Q. How do you expect that “bullies” will respond to Four Secrets? How about those kids who are bullied by them?

A. I hope that my novel will be read as a tribute to the courage and stamina of bullied teens everywhere. Statistically, one in three teenagers has experienced some form of bullying. That’s a lot of kids and also a lot of bullies. And I also hope that my book will raise awareness about the damage caused by typical everyday bullying behaviors, especially gender bullying, with its brutal names and sexual innuendoes. Gender bullying is so common in the modern high school, but can be crippling, and as we’ve seen, it makes school a dangerous place for many kids.

Q. Why do you think so many kids don’t report bullying when it’s happening to them?

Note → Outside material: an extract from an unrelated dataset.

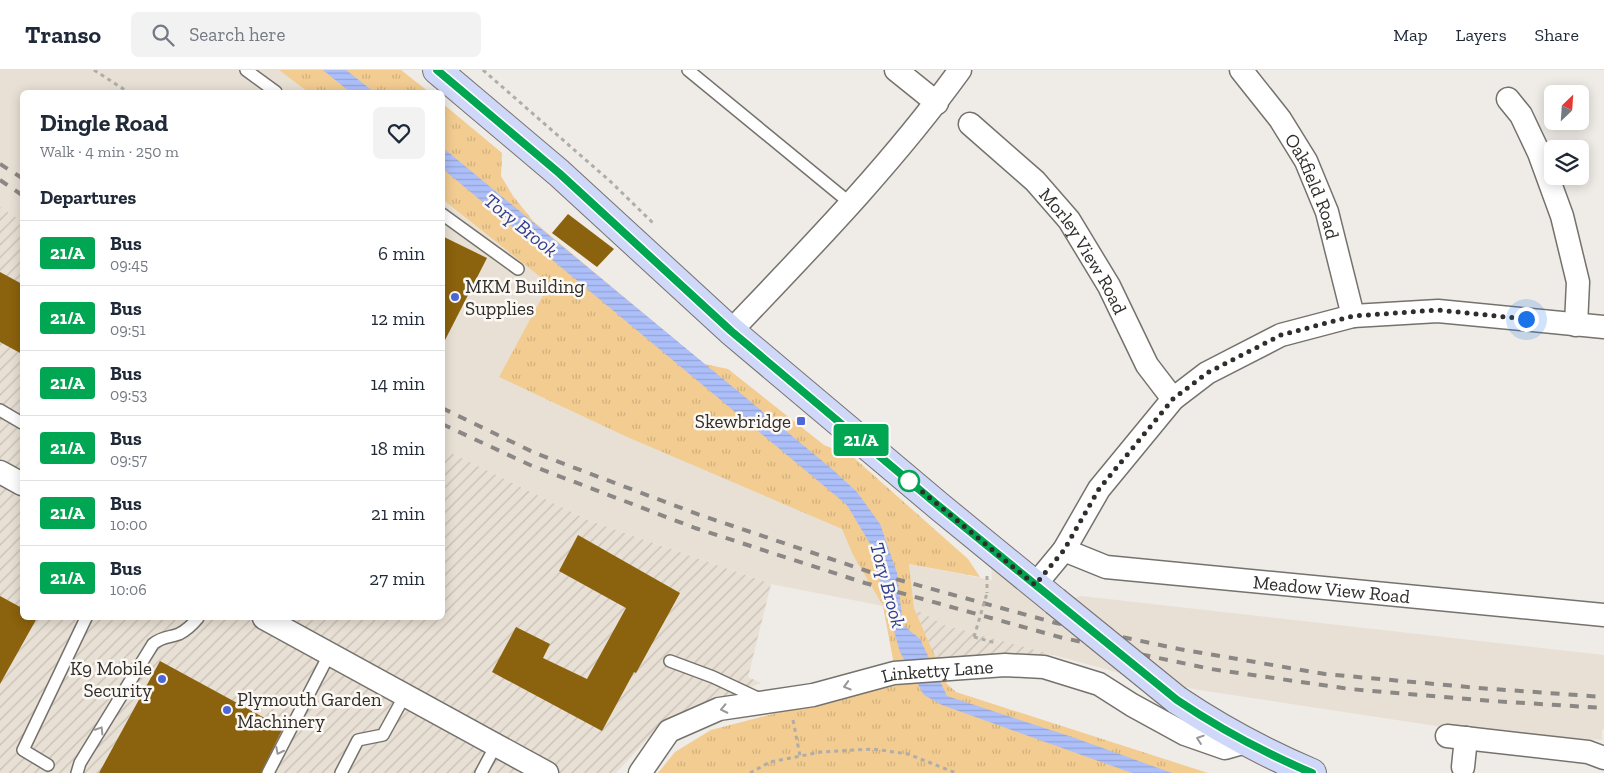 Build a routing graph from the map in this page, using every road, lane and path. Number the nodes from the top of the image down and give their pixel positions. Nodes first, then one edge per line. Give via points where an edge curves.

A. They are too ashamed about being the targets of bullying and too confused about how to stop the persecution. This is how my characters react initially. Then they decide to take matters into their own hands, a brave decision, but it lands them in juvenile detention, which they vow to endure rather than reveal their secrets. But they do finally turn to a trusted adult—their social worker. So I do have a message in my book about turning to a trusted adult. Not necessarily a parent, but somebody that can and will help.

Q. Your previous books were for younger audiences. Do you anticipate writing more young adult novels in the future?

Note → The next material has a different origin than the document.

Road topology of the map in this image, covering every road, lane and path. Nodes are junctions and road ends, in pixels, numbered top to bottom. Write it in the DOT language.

A. Actually I started my career writing for teenagers, way back in the eighties, writing six YA novels before I turned to picture books and folktales. Now I am back in the groove of writing about modern adolescence, but this writing feels new both because I’m a different writer and because adolescence itself has changed so much in the past decade, become more complicated and more segregated and more dangerous. I hope that Four Secrets will help teenagers to see that surviving bullying, or intervening to help a bullied student, is an heroic act, and something to forever be proud of.

Q. About yourself, how keen a reader were you as a child?

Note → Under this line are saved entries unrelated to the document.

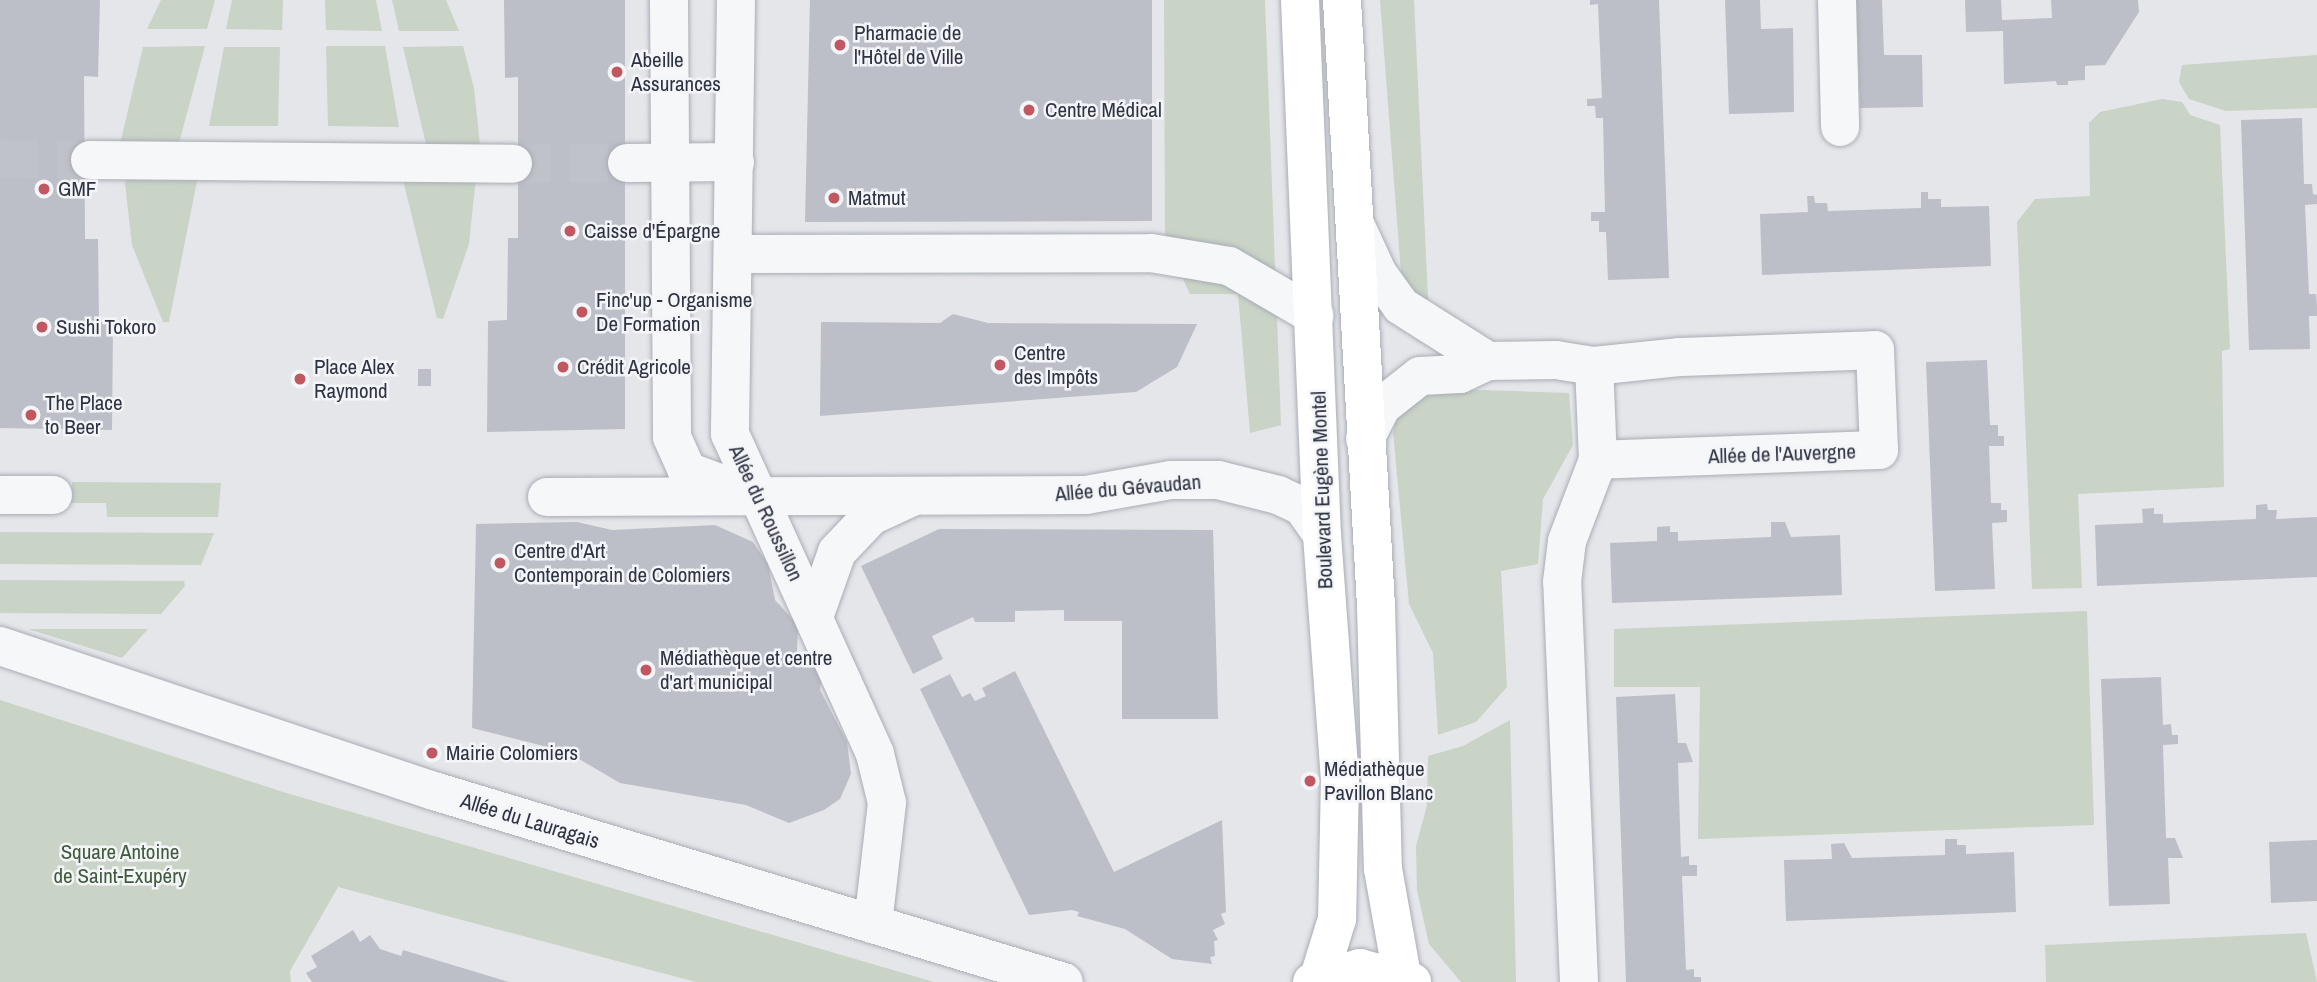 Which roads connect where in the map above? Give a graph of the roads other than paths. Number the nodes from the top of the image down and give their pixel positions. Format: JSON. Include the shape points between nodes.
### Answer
{"nodes":[{"id":1,"x":669,"y":0,"type":"edge"},
{"id":2,"x":736,"y":0,"type":"edge"},
{"id":3,"x":1300,"y":0,"type":"edge"},
{"id":4,"x":1342,"y":0,"type":"edge"},
{"id":5,"x":1837,"y":0,"type":"edge"},
{"id":6,"x":1840,"y":127,"type":"dead end"},
{"id":7,"x":90,"y":160,"type":"tunnel mouth"},
{"id":8,"x":669,"y":161,"type":"junction"},
{"id":9,"x":735,"y":162,"type":"junction"},
{"id":10,"x":627,"y":163,"type":"tunnel mouth"},
{"id":11,"x":513,"y":164,"type":"tunnel mouth"},
{"id":12,"x":1352,"y":219,"type":"junction"},
{"id":13,"x":733,"y":254,"type":"junction"},
{"id":14,"x":1315,"y":316,"type":"junction"},
{"id":15,"x":1488,"y":361,"type":"junction"},
{"id":16,"x":1594,"y":366,"type":"junction"},
{"id":17,"x":1365,"y":439,"type":"junction"},
{"id":18,"x":1598,"y":460,"type":"junction"},
{"id":19,"x":0,"y":495,"type":"edge"},
{"id":20,"x":53,"y":495,"type":"dead end"},
{"id":21,"x":914,"y":496,"type":"junction"},
{"id":22,"x":758,"y":497,"type":"junction"},
{"id":23,"x":547,"y":498,"type":"dead end"},
{"id":24,"x":1322,"y":535,"type":"junction"},
{"id":25,"x":814,"y":617,"type":"junction"},
{"id":26,"x":0,"y":646,"type":"edge"},
{"id":27,"x":873,"y":924,"type":"junction"},
{"id":28,"x":1315,"y":979,"type":"edge"},
{"id":29,"x":1407,"y":979,"type":"edge"},
{"id":30,"x":1064,"y":982,"type":"edge"},
{"id":31,"x":1579,"y":982,"type":"edge"}],
"edges":[{"from":1,"to":8,"type":"street"},
{"from":2,"to":9,"type":"street","name":"Allée du Roussillon"},
{"from":3,"to":14,"type":"main road","name":"Boulevard Eugène Montel"},
{"from":4,"to":12,"type":"main road","name":"Boulevard Eugène Montel"},
{"from":5,"to":6,"type":"street"},
{"from":7,"to":11,"type":"street"},
{"from":8,"to":9,"type":"street"},
{"from":8,"to":10,"type":"street"},
{"from":8,"to":22,"type":"street","via":[[672,437],[687,471]]},
{"from":9,"to":13,"type":"street","name":"Allée du Roussillon"},
{"from":12,"to":15,"type":"street","via":[[1378,274],[1401,306]]},
{"from":12,"to":17,"type":"main road","name":"Boulevard Eugène Montel"},
{"from":13,"to":14,"type":"street","via":[[1151,253],[1229,266]]},
{"from":13,"to":22,"type":"street","name":"Allée du Roussillon","via":[[730,434]]},
{"from":14,"to":24,"type":"main road","name":"Boulevard Eugène Montel"},
{"from":15,"to":16,"type":"street","name":"Allée de l'Auvergne","via":[[1556,360]]},
{"from":15,"to":17,"type":"street","via":[[1460,374],[1420,376],[1382,406]]},
{"from":16,"to":18,"type":"street"},
{"from":16,"to":18,"type":"street","name":"Allée de l'Auvergne","via":[[1679,357],[1875,350],[1879,450]]},
{"from":17,"to":29,"type":"main road","name":"Boulevard Eugène Montel","via":[[1376,606],[1383,869]]},
{"from":18,"to":31,"type":"street","via":[[1567,541],[1562,582]]},
{"from":19,"to":20,"type":"street"},
{"from":21,"to":22,"type":"street","name":"Allée du Gévaudan"},
{"from":21,"to":24,"type":"street","name":"Allée du Gévaudan","via":[[1086,495],[1171,480],[1218,480],[1302,506]]},
{"from":21,"to":25,"type":"street","name":"Allée du Gévaudan","via":[[871,516],[836,552]]},
{"from":22,"to":23,"type":"street","name":"Allée du Gévaudan"},
{"from":22,"to":25,"type":"street","name":"Allée du Roussillon"},
{"from":24,"to":28,"type":"main road","name":"Boulevard Eugène Montel","via":[[1340,779],[1337,919]]},
{"from":25,"to":27,"type":"street","name":"Allée du Roussillon","via":[[875,754],[887,803]]},
{"from":26,"to":27,"type":"street","name":"Allée du Lauragais","via":[[434,791]]},
{"from":27,"to":30,"type":"street","name":"Allée du Lauragais"},
{"from":28,"to":29,"type":"main road","via":[[1360,968]]}]}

A. I was an obsessive reader. As a teenager, I preferred books about teenagers who were miserable and confused, as I was. There weren’t many. Whenever I found one, it was like a religious experience. Among the books that saved me were Girl of the Limberlost, Catcher in the Rye, and Harriet the Spy.

Q. When did you first decide that you wanted to be a writer?

A. I wrote all through my childhood and adolescence, but I came to writing as a career rather late—in my late twenties, after I had tried half a dozen other jobs and realized that I needed to work alone and live inside my head and be part of a profession that is hard to explain to non-writers—the need to write, as one needs to eat. Luckily my husband, a non-writer, has always understood that writing is part of who I am.

Q. What’s your best advice to parents of teens or pre-teens to help their kids to read more?

A. A book can be a gift that inspires and comforts when given to the right child at the right time. This requires careful observation of what is going on in the life of your children, their fears, their interests, their passions. A good librarian can help with suggestions. I also think that teenagers, like all readers, need to read books that are not all that serious, escapism is fine if interspersed with an occasional book that will challenge and stretch them.

Q. What do you most enjoy when you’re not reading or writing?

A. I love to take long walks, love to read contemporary novels and have been recently writing some poetry. My husband and I both love foreign films. I also recently started assisting with a children’s choir—ages 4 to 8, singing many Beatle songs—so much joy and innocence, really uplifting.